I am aware of the possibility to represent the spatial dimension with a generic type instead of a const generic by using the typenum and nalgebra crates. However, in this case, every Point object would become an OPoint which would require including a DefaultAllocator: Allocator<f64, D> bound everywhere the dimension type is used which can add unwanted technical debt when applied throughout the code base.

Currently, I am using a combination of const generics and generic types to solve this problem, as in

use nalgebra::{Const, DimName, DimNameSub, U1};

trait Dim: DimName + DimNameSub<U1> {}
impl Dim for Const<2> {}
impl Dim for Const<3> {}

// e.g. LessOne<Const<3>> == Const<2>
type LessOne<D> = <D as DimNameSub<U1>>::Output;

Can anyone imagine a more succinct way of representing the spatial dimension?

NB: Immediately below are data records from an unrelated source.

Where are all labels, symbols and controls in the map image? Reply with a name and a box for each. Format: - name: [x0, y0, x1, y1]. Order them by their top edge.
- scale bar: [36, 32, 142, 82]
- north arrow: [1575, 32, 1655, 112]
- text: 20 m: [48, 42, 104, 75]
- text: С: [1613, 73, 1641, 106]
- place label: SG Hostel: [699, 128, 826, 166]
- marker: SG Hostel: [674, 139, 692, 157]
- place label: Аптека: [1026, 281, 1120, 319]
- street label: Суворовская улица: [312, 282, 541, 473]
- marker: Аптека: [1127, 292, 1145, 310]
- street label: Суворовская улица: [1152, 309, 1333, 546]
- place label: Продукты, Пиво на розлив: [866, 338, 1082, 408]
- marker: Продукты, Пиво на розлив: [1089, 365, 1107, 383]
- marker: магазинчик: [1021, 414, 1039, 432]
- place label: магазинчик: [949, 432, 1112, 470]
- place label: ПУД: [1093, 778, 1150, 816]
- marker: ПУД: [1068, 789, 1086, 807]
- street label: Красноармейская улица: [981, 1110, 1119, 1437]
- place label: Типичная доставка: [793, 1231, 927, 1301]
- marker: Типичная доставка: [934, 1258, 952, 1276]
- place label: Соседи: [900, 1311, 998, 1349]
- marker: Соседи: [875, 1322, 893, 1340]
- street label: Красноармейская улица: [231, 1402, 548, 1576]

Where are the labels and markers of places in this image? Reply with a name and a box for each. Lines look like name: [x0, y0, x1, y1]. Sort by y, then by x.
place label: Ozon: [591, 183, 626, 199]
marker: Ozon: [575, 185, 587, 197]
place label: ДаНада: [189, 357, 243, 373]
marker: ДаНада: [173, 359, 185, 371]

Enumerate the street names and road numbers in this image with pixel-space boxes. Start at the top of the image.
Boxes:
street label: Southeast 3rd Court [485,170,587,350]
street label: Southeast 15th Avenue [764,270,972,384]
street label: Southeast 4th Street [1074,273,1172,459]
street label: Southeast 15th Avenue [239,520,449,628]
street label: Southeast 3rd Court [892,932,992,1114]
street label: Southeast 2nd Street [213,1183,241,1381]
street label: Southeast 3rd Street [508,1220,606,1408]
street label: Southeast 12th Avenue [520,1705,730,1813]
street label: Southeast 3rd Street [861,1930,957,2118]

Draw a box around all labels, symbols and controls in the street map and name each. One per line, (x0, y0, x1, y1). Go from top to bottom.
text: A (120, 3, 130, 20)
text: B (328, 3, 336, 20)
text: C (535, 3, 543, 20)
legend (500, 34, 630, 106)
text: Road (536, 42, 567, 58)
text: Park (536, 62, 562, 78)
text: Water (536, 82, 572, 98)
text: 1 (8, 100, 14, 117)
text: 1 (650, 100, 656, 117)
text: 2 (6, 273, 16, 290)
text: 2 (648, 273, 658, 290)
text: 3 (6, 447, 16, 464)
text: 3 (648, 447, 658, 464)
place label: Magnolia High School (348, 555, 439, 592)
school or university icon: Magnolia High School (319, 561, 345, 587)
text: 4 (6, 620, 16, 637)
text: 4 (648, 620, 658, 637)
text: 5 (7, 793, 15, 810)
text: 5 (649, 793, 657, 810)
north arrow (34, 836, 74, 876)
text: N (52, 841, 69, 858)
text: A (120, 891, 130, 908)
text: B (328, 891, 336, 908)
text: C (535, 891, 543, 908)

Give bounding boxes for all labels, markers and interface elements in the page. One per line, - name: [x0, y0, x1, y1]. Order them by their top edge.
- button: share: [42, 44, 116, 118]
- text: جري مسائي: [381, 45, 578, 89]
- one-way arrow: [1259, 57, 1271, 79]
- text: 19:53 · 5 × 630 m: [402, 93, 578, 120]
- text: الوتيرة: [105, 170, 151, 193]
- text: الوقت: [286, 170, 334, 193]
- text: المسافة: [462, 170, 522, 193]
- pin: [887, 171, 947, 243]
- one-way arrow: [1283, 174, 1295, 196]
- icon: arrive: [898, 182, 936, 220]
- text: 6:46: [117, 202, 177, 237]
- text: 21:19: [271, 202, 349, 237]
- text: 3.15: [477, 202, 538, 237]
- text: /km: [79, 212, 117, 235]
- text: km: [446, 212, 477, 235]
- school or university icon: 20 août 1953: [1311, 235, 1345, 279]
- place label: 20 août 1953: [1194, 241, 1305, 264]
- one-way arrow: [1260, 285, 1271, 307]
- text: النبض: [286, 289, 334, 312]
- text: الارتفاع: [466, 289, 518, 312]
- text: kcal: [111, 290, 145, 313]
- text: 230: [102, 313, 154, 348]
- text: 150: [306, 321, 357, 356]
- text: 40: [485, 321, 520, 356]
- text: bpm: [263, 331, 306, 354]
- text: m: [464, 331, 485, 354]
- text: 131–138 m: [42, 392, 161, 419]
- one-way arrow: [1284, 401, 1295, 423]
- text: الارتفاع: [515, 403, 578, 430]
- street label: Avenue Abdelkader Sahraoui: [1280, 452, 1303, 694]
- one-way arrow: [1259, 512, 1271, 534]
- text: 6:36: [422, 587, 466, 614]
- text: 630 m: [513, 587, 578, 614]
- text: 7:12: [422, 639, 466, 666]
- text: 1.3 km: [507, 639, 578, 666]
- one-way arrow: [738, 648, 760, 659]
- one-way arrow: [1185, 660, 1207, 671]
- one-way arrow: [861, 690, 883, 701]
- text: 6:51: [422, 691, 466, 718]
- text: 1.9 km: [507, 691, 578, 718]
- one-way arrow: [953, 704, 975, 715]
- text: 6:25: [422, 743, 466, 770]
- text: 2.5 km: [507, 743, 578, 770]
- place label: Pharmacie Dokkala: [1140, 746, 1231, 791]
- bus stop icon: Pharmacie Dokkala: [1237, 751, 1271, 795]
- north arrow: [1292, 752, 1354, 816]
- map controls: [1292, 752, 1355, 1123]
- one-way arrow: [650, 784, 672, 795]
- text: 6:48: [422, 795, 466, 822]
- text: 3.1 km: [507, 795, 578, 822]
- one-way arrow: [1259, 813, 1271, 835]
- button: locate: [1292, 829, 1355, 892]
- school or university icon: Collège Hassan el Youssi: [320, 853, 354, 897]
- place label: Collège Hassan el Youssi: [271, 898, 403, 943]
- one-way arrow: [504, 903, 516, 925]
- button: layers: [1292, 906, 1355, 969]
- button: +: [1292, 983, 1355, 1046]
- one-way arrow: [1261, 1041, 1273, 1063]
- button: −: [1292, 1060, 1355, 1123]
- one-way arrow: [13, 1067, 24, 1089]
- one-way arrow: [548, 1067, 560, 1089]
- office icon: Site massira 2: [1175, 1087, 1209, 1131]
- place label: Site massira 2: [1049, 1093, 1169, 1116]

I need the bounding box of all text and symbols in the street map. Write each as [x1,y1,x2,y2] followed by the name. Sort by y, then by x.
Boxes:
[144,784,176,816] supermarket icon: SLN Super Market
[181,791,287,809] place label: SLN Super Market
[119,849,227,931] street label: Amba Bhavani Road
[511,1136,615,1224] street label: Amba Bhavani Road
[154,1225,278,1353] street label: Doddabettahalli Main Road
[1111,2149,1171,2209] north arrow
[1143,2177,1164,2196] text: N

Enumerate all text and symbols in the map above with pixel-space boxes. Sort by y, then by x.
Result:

Thanks for your help and for reading my wall of text!

If you only have a handful of possibilities (3d or 2d say), you could make the lower dimension another const parameter and use macros to only implement methods that make sense. Maybe use the aliases to avoid retyping the const parameters too much.

Thanks for your response! I am interested in implementing traits and methods for the general case; there isn't really any functionality that exists for 2D that wouldn't exist for 3D. Unfortunately, this seems to make using macros not an option :confused:.

Using a second const generic may work, though. The end user would have to interact with type aliases, e.g. pub type Mesh3 = Mesh<3, 2> which may be a path forward.

I think I am going to go down the path that will require the least amount of refactoring once the generic_const_exprs feature is stabilized (years from now?) which I think might be my current approach: use const generics for types and traits which don't need to do arithmetic on the const generic and generics for types and traits that do.

How so?

Another approach which may work for you:

This exploits the fact that const parmeters in associated types can be "pattern matched".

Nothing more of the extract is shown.